◆ What is being asked
The answer must consist of each line below that holds the word "Aviación", copied as it stands.

(Records from a dataset)
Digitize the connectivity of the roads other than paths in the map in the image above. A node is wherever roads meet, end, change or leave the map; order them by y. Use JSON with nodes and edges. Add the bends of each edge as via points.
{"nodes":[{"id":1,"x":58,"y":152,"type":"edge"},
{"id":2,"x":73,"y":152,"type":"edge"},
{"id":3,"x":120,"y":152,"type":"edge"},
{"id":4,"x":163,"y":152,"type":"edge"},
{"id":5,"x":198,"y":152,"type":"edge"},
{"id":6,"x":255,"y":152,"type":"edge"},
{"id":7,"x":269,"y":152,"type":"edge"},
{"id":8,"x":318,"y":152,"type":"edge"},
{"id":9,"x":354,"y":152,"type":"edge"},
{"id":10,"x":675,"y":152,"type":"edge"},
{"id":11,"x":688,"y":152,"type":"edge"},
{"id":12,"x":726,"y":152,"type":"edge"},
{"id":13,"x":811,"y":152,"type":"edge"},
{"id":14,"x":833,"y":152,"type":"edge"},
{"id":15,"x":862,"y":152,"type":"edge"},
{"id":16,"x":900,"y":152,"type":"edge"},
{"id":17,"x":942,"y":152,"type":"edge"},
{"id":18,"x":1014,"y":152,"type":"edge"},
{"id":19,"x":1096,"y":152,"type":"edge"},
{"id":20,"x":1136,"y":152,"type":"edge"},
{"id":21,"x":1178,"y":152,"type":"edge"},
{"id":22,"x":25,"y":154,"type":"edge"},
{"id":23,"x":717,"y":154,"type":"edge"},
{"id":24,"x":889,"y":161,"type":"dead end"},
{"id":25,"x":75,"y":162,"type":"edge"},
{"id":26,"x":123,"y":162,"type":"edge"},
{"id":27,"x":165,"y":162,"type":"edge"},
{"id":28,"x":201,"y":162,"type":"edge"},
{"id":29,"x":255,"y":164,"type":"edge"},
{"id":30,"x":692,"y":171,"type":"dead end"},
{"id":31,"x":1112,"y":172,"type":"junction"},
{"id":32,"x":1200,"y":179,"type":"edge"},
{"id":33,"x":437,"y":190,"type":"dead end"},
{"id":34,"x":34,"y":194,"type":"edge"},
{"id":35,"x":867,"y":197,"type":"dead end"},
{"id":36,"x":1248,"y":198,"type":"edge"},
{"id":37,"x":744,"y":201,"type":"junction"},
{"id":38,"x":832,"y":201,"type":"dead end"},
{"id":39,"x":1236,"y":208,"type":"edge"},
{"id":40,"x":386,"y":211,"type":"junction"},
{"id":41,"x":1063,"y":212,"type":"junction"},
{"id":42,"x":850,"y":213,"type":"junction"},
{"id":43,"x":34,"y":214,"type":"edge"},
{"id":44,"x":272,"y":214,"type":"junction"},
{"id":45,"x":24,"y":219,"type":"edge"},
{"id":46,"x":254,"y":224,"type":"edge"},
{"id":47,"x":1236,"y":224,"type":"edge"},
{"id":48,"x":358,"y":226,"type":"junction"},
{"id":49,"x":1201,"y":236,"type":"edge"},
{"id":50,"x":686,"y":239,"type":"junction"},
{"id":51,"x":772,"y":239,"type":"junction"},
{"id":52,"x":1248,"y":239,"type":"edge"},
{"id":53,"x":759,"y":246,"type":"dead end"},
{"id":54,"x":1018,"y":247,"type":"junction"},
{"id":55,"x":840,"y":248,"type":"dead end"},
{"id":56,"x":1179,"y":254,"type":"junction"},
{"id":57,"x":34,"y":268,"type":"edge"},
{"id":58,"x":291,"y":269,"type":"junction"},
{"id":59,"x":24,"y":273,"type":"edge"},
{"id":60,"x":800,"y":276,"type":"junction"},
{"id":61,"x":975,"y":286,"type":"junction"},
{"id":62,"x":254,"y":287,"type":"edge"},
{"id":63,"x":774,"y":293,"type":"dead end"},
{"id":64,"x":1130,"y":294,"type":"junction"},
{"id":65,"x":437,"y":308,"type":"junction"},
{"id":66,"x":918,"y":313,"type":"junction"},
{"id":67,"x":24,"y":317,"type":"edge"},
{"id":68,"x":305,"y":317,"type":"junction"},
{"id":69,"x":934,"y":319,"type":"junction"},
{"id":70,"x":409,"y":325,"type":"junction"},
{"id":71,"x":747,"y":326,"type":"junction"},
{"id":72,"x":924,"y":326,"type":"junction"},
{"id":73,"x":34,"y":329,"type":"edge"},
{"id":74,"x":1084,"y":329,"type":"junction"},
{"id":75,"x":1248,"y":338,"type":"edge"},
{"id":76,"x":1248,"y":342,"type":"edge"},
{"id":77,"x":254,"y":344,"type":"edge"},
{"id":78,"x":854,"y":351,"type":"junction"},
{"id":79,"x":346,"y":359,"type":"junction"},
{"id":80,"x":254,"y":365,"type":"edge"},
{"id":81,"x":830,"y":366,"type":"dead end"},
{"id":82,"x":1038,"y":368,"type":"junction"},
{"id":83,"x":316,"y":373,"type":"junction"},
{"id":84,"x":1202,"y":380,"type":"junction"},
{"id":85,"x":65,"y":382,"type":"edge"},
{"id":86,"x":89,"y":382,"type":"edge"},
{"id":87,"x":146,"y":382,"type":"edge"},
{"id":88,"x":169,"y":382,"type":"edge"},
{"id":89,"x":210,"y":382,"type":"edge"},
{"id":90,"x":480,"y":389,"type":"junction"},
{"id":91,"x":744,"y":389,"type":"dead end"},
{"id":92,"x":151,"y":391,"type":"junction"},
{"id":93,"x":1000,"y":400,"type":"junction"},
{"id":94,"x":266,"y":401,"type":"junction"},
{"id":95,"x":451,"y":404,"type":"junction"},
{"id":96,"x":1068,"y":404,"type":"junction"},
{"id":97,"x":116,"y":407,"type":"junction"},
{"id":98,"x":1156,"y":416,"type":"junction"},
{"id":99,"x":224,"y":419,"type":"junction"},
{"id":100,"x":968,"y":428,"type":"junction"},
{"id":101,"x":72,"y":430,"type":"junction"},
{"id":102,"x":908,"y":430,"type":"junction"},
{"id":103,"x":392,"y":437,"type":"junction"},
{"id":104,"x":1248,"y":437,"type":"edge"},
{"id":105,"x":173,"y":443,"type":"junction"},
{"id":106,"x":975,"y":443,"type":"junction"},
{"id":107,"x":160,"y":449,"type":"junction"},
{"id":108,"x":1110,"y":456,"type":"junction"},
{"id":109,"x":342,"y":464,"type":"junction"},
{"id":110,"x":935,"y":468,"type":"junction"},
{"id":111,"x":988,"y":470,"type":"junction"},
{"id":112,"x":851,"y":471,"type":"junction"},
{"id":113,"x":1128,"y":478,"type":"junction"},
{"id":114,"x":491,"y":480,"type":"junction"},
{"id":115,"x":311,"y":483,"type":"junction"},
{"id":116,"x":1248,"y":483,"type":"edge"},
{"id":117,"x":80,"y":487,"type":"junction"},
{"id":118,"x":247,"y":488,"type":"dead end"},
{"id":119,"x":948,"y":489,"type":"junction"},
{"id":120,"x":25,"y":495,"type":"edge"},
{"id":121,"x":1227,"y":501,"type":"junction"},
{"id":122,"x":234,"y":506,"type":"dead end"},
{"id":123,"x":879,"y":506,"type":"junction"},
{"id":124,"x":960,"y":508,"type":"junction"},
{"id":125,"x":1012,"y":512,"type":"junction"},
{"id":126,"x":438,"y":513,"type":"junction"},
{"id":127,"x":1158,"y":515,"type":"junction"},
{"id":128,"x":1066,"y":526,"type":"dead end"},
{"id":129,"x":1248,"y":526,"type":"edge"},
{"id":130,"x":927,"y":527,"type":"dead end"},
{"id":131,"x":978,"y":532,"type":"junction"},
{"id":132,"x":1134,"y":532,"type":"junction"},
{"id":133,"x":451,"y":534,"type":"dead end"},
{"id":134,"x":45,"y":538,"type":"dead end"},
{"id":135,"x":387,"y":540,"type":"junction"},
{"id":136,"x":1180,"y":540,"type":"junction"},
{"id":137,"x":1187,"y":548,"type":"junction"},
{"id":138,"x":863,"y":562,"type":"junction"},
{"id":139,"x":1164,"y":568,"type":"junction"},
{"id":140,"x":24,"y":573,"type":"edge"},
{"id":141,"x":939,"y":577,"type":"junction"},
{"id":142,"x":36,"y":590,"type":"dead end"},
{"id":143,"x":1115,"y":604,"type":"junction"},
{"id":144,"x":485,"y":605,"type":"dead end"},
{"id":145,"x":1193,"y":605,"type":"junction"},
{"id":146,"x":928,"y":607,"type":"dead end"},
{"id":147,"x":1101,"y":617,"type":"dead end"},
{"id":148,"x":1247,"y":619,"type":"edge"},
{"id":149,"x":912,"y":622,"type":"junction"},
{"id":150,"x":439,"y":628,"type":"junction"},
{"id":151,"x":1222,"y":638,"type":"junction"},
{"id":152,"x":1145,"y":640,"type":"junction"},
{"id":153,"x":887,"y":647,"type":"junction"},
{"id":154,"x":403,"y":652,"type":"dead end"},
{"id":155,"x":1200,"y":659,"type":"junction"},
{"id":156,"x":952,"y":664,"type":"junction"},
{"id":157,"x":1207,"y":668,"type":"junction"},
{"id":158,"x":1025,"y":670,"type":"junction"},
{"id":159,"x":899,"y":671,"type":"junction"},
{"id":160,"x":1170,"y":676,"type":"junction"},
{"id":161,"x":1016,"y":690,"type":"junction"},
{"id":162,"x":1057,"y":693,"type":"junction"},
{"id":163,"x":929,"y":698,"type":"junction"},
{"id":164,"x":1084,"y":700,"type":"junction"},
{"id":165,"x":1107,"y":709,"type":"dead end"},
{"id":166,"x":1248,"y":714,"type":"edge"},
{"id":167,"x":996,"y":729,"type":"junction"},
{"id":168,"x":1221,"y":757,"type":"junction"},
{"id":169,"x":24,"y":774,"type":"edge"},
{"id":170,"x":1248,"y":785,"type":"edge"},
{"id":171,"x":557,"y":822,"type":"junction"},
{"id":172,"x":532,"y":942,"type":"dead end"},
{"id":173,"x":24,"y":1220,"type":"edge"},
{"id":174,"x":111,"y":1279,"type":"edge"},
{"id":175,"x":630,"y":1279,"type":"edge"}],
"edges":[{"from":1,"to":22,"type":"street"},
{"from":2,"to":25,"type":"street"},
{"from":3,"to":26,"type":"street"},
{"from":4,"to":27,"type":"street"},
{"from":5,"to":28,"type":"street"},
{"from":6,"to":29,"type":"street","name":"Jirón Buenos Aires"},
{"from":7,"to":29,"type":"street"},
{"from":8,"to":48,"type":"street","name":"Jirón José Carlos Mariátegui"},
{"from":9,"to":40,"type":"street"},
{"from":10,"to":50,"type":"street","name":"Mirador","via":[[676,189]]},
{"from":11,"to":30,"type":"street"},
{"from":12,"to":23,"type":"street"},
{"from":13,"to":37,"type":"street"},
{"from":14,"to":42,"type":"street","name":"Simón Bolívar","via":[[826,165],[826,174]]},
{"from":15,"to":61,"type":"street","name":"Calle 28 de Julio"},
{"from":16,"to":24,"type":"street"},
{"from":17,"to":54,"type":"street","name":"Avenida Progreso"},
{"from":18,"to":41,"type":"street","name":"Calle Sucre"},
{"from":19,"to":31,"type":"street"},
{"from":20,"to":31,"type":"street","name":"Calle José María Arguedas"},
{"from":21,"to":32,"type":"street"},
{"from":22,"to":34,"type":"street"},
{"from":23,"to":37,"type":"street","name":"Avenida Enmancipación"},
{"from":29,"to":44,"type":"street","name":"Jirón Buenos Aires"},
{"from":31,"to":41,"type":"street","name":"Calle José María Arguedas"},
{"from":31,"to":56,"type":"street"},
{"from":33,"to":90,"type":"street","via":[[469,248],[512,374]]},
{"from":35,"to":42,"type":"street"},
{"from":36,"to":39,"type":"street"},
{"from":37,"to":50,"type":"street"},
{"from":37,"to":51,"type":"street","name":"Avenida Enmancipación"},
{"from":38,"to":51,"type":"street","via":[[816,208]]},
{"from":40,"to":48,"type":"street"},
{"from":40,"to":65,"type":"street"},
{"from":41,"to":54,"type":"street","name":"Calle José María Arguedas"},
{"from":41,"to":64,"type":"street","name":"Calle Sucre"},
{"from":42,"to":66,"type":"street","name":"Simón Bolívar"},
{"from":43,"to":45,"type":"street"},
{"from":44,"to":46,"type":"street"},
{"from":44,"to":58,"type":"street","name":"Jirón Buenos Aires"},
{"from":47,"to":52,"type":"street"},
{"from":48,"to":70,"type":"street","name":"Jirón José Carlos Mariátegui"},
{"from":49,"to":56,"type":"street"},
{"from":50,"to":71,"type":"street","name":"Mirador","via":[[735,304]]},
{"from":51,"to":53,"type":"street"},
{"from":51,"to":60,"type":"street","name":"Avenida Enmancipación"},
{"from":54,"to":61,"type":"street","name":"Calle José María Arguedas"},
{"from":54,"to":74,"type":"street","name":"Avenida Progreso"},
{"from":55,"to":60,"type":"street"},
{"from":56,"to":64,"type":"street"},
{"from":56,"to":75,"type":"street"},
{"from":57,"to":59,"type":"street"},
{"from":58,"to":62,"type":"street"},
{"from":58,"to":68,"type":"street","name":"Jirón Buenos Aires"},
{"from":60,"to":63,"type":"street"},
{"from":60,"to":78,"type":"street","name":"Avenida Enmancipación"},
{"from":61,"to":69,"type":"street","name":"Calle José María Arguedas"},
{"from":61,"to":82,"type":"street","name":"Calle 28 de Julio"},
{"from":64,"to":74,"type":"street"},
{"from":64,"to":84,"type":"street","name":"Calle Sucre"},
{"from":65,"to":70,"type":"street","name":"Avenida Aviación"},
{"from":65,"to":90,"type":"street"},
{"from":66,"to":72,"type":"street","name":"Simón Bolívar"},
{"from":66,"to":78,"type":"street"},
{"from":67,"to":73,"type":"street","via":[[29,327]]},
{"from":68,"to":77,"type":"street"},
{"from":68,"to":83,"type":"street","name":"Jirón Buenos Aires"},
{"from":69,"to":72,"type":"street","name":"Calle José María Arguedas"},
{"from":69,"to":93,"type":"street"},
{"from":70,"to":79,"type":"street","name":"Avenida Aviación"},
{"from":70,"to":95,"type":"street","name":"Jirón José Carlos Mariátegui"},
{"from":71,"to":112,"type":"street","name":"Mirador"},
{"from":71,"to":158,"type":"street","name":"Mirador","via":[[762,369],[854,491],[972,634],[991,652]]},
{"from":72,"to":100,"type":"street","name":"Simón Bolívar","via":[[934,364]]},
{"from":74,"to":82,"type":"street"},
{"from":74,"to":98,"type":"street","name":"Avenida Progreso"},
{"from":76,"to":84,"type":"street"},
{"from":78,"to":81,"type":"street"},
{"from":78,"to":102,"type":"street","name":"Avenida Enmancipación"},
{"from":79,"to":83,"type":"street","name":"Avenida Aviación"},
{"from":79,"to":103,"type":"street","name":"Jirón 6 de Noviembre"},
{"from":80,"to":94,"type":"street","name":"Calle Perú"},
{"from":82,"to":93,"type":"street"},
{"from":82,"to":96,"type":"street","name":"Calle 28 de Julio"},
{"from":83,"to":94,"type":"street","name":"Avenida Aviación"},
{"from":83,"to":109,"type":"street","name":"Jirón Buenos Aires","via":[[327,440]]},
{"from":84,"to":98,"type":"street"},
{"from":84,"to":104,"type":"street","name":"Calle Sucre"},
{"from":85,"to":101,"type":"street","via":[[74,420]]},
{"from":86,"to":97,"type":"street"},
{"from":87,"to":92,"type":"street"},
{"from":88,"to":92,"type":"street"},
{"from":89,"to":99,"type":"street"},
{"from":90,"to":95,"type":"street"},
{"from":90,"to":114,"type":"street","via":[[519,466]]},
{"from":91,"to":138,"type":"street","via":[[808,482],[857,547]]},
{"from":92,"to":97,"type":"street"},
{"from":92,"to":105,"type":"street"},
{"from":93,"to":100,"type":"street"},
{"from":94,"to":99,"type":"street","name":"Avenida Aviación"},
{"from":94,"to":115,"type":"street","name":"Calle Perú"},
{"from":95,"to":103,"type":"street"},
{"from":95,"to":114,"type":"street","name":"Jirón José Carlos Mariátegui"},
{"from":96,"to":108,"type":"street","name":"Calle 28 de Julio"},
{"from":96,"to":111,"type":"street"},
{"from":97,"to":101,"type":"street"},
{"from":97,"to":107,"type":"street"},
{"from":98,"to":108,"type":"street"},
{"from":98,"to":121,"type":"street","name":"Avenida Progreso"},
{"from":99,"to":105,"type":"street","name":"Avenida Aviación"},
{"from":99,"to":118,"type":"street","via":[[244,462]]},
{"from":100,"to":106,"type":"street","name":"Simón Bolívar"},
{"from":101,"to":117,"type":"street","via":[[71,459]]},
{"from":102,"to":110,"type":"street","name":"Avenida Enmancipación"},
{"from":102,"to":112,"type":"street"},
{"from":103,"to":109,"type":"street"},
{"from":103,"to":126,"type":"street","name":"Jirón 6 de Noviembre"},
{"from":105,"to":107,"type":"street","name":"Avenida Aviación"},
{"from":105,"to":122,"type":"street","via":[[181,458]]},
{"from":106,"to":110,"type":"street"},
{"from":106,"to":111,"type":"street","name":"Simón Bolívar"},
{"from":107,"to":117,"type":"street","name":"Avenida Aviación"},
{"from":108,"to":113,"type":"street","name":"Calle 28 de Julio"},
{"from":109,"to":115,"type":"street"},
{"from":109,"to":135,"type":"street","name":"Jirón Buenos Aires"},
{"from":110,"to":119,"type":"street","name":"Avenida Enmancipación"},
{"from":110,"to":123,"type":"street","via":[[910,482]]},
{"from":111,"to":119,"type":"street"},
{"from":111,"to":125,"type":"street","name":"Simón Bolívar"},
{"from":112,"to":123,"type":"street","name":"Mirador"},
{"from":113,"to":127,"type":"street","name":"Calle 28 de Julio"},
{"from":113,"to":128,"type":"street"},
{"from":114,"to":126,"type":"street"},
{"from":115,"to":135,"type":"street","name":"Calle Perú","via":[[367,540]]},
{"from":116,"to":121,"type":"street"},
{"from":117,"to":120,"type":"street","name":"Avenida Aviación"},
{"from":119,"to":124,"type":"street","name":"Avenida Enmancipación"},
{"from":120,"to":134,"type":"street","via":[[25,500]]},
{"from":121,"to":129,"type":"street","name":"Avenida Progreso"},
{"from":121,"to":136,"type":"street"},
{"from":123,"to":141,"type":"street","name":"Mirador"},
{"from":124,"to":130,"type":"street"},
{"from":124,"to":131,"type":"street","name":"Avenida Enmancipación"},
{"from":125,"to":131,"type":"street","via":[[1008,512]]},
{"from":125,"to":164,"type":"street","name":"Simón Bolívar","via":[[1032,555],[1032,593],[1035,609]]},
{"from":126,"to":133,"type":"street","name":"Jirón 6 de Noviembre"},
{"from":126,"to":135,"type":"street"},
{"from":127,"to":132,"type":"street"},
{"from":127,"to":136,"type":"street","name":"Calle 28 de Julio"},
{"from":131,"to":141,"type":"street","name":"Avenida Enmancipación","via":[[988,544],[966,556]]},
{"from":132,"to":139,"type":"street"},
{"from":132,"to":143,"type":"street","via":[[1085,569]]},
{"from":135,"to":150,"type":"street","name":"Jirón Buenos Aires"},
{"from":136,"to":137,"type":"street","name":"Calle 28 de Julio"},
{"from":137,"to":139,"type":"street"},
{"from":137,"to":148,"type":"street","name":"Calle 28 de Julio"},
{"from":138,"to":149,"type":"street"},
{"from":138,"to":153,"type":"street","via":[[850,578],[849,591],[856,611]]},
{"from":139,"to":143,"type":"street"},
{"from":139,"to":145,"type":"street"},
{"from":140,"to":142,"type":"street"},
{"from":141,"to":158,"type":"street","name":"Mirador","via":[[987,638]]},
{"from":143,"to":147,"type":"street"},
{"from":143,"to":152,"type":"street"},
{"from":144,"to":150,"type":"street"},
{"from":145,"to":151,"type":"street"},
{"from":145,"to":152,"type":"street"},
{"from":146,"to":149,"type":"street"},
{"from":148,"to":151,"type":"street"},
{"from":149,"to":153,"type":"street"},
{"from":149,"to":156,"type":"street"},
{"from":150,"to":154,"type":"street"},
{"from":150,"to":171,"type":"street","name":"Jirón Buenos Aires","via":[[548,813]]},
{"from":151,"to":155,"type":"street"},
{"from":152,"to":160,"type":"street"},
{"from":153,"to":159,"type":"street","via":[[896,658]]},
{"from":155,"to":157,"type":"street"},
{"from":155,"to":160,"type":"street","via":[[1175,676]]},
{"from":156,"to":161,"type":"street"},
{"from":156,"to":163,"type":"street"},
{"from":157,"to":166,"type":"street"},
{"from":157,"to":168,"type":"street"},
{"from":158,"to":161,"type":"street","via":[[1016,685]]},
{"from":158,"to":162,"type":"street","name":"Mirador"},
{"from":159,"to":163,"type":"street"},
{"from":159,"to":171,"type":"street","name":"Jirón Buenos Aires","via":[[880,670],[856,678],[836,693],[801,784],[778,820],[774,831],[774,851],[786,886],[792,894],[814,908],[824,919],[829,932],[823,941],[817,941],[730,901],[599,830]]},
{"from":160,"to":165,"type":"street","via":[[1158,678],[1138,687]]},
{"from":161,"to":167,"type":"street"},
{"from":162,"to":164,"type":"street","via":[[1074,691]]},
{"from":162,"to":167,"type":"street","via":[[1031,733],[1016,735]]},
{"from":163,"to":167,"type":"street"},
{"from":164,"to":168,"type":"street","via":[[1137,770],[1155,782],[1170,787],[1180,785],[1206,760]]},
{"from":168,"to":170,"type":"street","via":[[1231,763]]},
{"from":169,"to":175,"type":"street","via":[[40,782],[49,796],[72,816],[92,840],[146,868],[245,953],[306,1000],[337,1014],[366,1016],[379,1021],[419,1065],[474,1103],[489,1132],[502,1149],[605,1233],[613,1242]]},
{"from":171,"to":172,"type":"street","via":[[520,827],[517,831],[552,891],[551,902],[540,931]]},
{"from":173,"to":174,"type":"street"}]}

◆ Worked solution
{"from":65,"to":70,"type":"street","name":"Avenida Aviación"},
{"from":70,"to":79,"type":"street","name":"Avenida Aviación"},
{"from":79,"to":83,"type":"street","name":"Avenida Aviación"},
{"from":83,"to":94,"type":"street","name":"Avenida Aviación"},
{"from":94,"to":99,"type":"street","name":"Avenida Aviación"},
{"from":99,"to":105,"type":"street","name":"Avenida Aviación"},
{"from":105,"to":107,"type":"street","name":"Avenida Aviación"},
{"from":107,"to":117,"type":"street","name":"Avenida Aviación"},
{"from":117,"to":120,"type":"street","name":"Avenida Aviación"},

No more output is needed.